Given records ▸

────

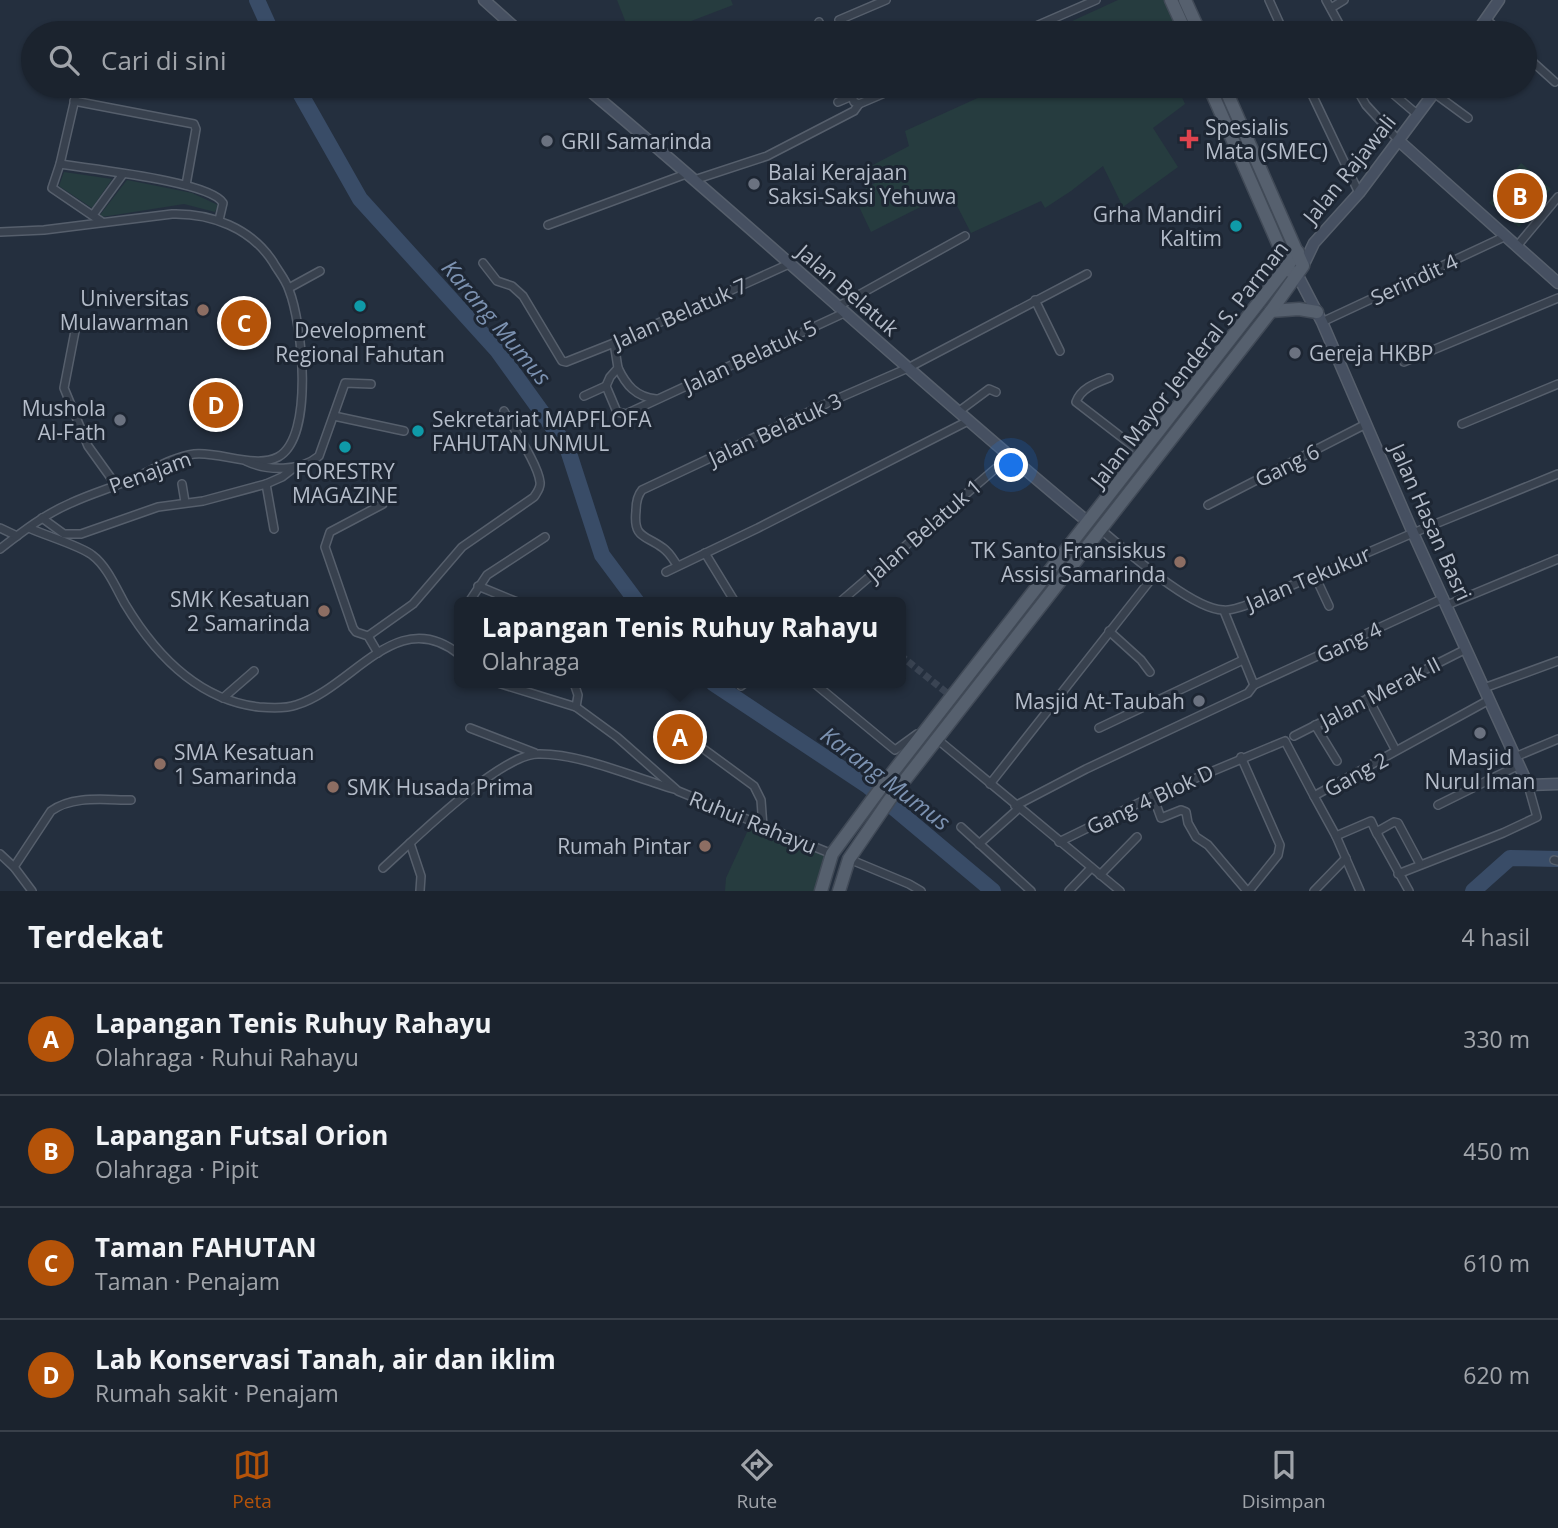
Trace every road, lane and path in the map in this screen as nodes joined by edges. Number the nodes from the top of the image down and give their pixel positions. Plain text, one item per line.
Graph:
1 (484, 0) edge
2 (886, 0) edge
3 (1096, 0) edge
4 (1171, 0) edge
5 (1185, 0) edge
6 (1269, 0) edge
7 (1326, 0) edge
8 (1344, 0) edge
9 (1499, 0) edge
10 (1331, 8) junction
11 (1486, 19) edge
12 (838, 20) dead end
13 (504, 21) edge
14 (1048, 21) edge
15 (1181, 21) edge
16 (1195, 21) edge
17 (1279, 21) edge
18 (1338, 21) edge
19 (1537, 66) edge
20 (1555, 82) dead end
21 (75, 98) edge
22 (603, 98) edge
23 (847, 98) edge
24 (853, 98) edge
25 (873, 98) edge
26 (1215, 98) edge
27 (1229, 98) edge
28 (1314, 98) edge
29 (1362, 98) edge
30 (1398, 98) edge
31 (1430, 98) edge
32 (1446, 98) edge
33 (74, 102) junction
34 (838, 102) dead end
35 (859, 104) junction
36 (1418, 115) junction
37 (1468, 118) dead end
38 (1399, 141) junction
39 (60, 164) junction
40 (123, 174) junction
41 (690, 177) junction
42 (186, 185) junction
43 (1359, 193) junction
44 (1558, 197) edge
45 (93, 215) junction
46 (219, 220) junction
47 (102, 222) junction
48 (548, 225) dead end
49 (0, 232) edge
50 (965, 236) dead end
51 (1506, 236) junction
52 (1314, 243) junction
53 (1518, 245) junction
54 (1298, 252) junction
55 (483, 263) dead end
56 (789, 264) junction
57 (320, 271) dead end
58 (1295, 271) junction
59 (1087, 274) dead end
60 (1558, 283) edge
61 (289, 288) junction
62 (1558, 298) edge
63 (1035, 300) junction
64 (840, 310) junction
65 (1271, 311) junction
66 (1319, 317) junction
67 (76, 326) dead end
68 (614, 343) junction
69 (1060, 351) dead end
70 (1404, 362) dead end
71 (618, 368) junction
72 (908, 368) junction
73 (1109, 378) dead end
74 (371, 384) dead end
75 (1558, 384) edge
76 (606, 386) junction
77 (996, 392) dead end
78 (584, 396) dead end
79 (657, 399) junction
80 (504, 411) dead end
81 (958, 412) junction
82 (334, 416) junction
83 (968, 421) junction
84 (1462, 424) dead end
85 (1366, 425) junction
86 (404, 431) dead end
87 (1009, 457) junction
88 (1148, 458) junction
89 (244, 460) junction
90 (296, 466) junction
91 (1558, 474) edge
92 (182, 484) dead end
93 (266, 484) junction
94 (116, 485) junction
95 (185, 502) junction
96 (383, 504) dead end
97 (1208, 505) dead end
98 (43, 519) junction
99 (1088, 522) junction
100 (0, 528) edge
101 (29, 528) junction
102 (274, 529) dead end
103 (1100, 529) junction
104 (1413, 533) junction
105 (17, 536) junction
106 (545, 537) dead end
107 (0, 549) edge
108 (705, 552) junction
109 (1558, 559) edge
110 (677, 565) junction
111 (666, 572) dead end
112 (1156, 573) junction
113 (1315, 576) junction
114 (478, 586) junction
115 (472, 597) edge
116 (505, 597) edge
117 (732, 597) edge
118 (846, 597) edge
119 (1445, 601) junction
120 (1329, 606) dead end
121 (1224, 611) junction
122 (1109, 631) junction
123 (368, 636) junction
124 (1466, 649) junction
125 (454, 651) edge
126 (378, 653) junction
127 (1243, 660) junction
128 (1558, 661) edge
129 (254, 671) dead end
130 (1150, 672) dead end
131 (1254, 685) junction
132 (514, 688) edge
133 (576, 688) edge
134 (820, 688) edge
135 (1484, 688) junction
136 (223, 698) junction
137 (1368, 698) junction
138 (1489, 700) junction
139 (576, 707) junction
140 (930, 725) junction
141 (1315, 725) junction
142 (470, 728) dead end
143 (1099, 728) dead end
144 (1294, 736) dead end
145 (937, 739) junction
146 (1558, 739) edge
147 (1394, 747) dead end
148 (705, 750) dead end
149 (536, 754) junction
150 (1241, 757) junction
151 (1337, 761) dead end
152 (1517, 761) junction
153 (895, 782) junction
154 (990, 783) junction
155 (1558, 784) edge
156 (1528, 785) junction
157 (678, 791) junction
158 (1153, 796) junction
159 (1314, 796) junction
160 (131, 800) dead end
161 (1438, 805) dead end
162 (1017, 807) junction
163 (873, 811) junction
164 (763, 827) junction
165 (961, 827) dead end
166 (1377, 834) junction
167 (1336, 836) junction
168 (1137, 837) dead end
169 (1059, 842) junction
170 (410, 843) junction
171 (979, 844) junction
172 (827, 852) junction
173 (0, 854) edge
174 (849, 859) junction
175 (1346, 859) junction
176 (1420, 864) junction
177 (14, 867) junction
178 (1091, 867) junction
179 (383, 868) dead end
180 (1398, 874) junction
181 (1100, 875) junction
182 (32, 891) edge
183 (420, 891) edge
184 (821, 891) edge
185 (839, 891) edge
186 (921, 891) edge
187 (1031, 891) edge
188 (1069, 891) edge
189 (1120, 891) edge
190 (1248, 891) edge
191 (1314, 891) edge
192 (1360, 891) edge
193 (1409, 891) edge

1 - 13 street
2 - 12 street
3 - 14 street
4 - 15 main road
5 - 16 main road
6 - 17 street
7 - 10 street
8 - 10 street
9 - 11 street
10 - 18 street
19 - 20 street
21 - 33 street
22 - 41 street, Jalan Belatuk
23 - 34 street
24 - 35 street
25 - 35 street
26 - 58 main road
27 - 54 main road
28 - 43 street
29 - 38 street
30 - 36 street
31 - 36 street, Jalan Rajawali
32 - 37 street
33 - 39 street
33 - 42 street
35 - 41 street
36 - 38 street, Jalan Rajawali
38 - 43 street, Jalan Rajawali
38 - 51 street
39 - 40 street
39 - 45 street
40 - 42 street
40 - 45 street
41 - 48 street
41 - 56 street, Jalan Belatuk
42 - 46 street
43 - 52 street, Jalan Rajawali
44 - 53 street
45 - 47 street
46 - 47 street, Penajam
46 - 61 street, Penajam
47 - 49 street, Penajam
50 - 64 street, Jalan Belatuk 5
51 - 53 street
51 - 66 street, Serindit 4
52 - 54 street, Jalan Mayor Jenderal S. Parman
52 - 58 street, Jalan Mayor Jenderal S. Parman
53 - 60 street
54 - 58 main road, Jalan Mayor Jenderal S. Parman
55 - 68 street, Jalan Belatuk 7
56 - 64 street, Jalan Belatuk
56 - 68 street, Jalan Belatuk 7
57 - 61 street
58 - 65 main road, Jalan Mayor Jenderal S. Parman
58 - 66 street, Jalan Hasan Basri
58 - 88 main road, Jalan Mayor Jenderal S. Parman
59 - 63 street, Jalan Belatuk 3
61 - 89 street, Penajam
62 - 70 street
63 - 69 street
63 - 72 street, Jalan Belatuk 3
64 - 72 street, Jalan Belatuk
64 - 79 street, Jalan Belatuk 5
65 - 66 main road
65 - 88 main road, Jalan Mayor Jenderal S. Parman
66 - 85 street, Jalan Hasan Basri
67 - 94 street
68 - 71 street
71 - 76 street
71 - 79 street
72 - 81 street, Jalan Belatuk
72 - 110 street, Jalan Belatuk 3
73 - 88 street
74 - 82 street
75 - 84 street
76 - 78 street
76 - 79 street, Jalan Belatuk 5
77 - 81 street
80 - 123 street
81 - 83 street, Jalan Belatuk
82 - 86 street
82 - 90 street
83 - 87 street, Jalan Belatuk
83 - 108 street
85 - 97 street, Gang 6
85 - 104 street, Jalan Hasan Basri
87 - 99 street, Jalan Belatuk
87 - 118 street, Jalan Belatuk 1
88 - 99 main road, Jalan Mayor Jenderal S. Parman
88 - 103 main road, Jalan Mayor Jenderal S. Parman
89 - 90 street
89 - 94 street, Penajam
90 - 93 street
91 - 104 street, Jalan Tekukur
92 - 95 street
93 - 95 street
93 - 102 street
94 - 98 street, Penajam
95 - 98 street
96 - 123 street
98 - 101 street, Penajam
99 - 140 main road, Jalan Mayor Jenderal S. Parman
100 - 105 street
101 - 105 street, Penajam
101 - 136 street
103 - 112 street, Jalan Tekukur
103 - 145 main road, Jalan Mayor Jenderal S. Parman
104 - 113 street, Jalan Tekukur
104 - 119 street, Jalan Hasan Basri
105 - 107 street, Penajam
106 - 114 street
108 - 110 street
108 - 117 street
109 - 119 street, Gang 4
110 - 111 street
112 - 121 street, Jalan Tekukur
112 - 122 street
113 - 120 street
113 - 121 street, Jalan Tekukur
114 - 115 street
114 - 116 street
119 - 124 street, Jalan Hasan Basri
119 - 131 street, Gang 4
121 - 127 street
122 - 130 street
122 - 154 street
123 - 126 street
124 - 135 street, Jalan Hasan Basri
124 - 137 street, Jalan Merak II
125 - 126 street
126 - 136 street
127 - 131 street
127 - 143 street
128 - 135 street
129 - 136 street
131 - 162 street, Gang 4
132 - 139 street, Ruhui Rahayu
133 - 139 street
134 - 140 street
135 - 138 street, Jalan Hasan Basri
137 - 141 street, Jalan Merak II
137 - 147 street
138 - 152 street, Jalan Hasan Basri
138 - 159 street, Gang 2
139 - 157 street, Ruhui Rahayu
140 - 153 main road, Jalan Mayor Jenderal S. Parman
141 - 144 street, Jalan Merak II
141 - 151 street
142 - 149 street
145 - 153 main road, Jalan Mayor Jenderal S. Parman
145 - 154 street
146 - 152 street
148 - 164 street
149 - 157 street
149 - 170 street
150 - 158 street, Gang 4 Blok D
150 - 159 street, Gang 4 Blok D
150 - 190 street
152 - 156 street, Jalan Hasan Basri
152 - 161 street
153 - 163 main road, Jalan Mayor Jenderal S. Parman
154 - 162 street
155 - 156 street
156 - 176 street
157 - 164 street, Ruhui Rahayu
158 - 169 street, Gang 4 Blok D
158 - 190 street
159 - 167 street, Gang 2
160 - 177 street
162 - 169 street
162 - 171 street, Gang 4
163 - 172 main road, Jalan Mayor Jenderal S. Parman
163 - 174 main road, Jalan Mayor Jenderal S. Parman
164 - 172 street, Ruhui Rahayu
165 - 171 street
166 - 167 street
166 - 176 street
166 - 180 street
167 - 175 street, Gang 2
168 - 181 street
169 - 178 street
170 - 179 street
170 - 183 street
171 - 187 street
172 - 184 main road, Jalan Mayor Jenderal S. Parman
173 - 177 street
174 - 185 main road, Jalan Mayor Jenderal S. Parman
174 - 186 street
175 - 191 street
175 - 192 street, Gang 2
176 - 180 street
177 - 182 street
178 - 181 street
178 - 188 street
180 - 193 street
181 - 189 street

────

What is expected ▸
Among the lines of the material, find those holding the word "Rahayu" and return them.

Output of the exercise ▸
132 - 139 street, Ruhui Rahayu
139 - 157 street, Ruhui Rahayu
157 - 164 street, Ruhui Rahayu
164 - 172 street, Ruhui Rahayu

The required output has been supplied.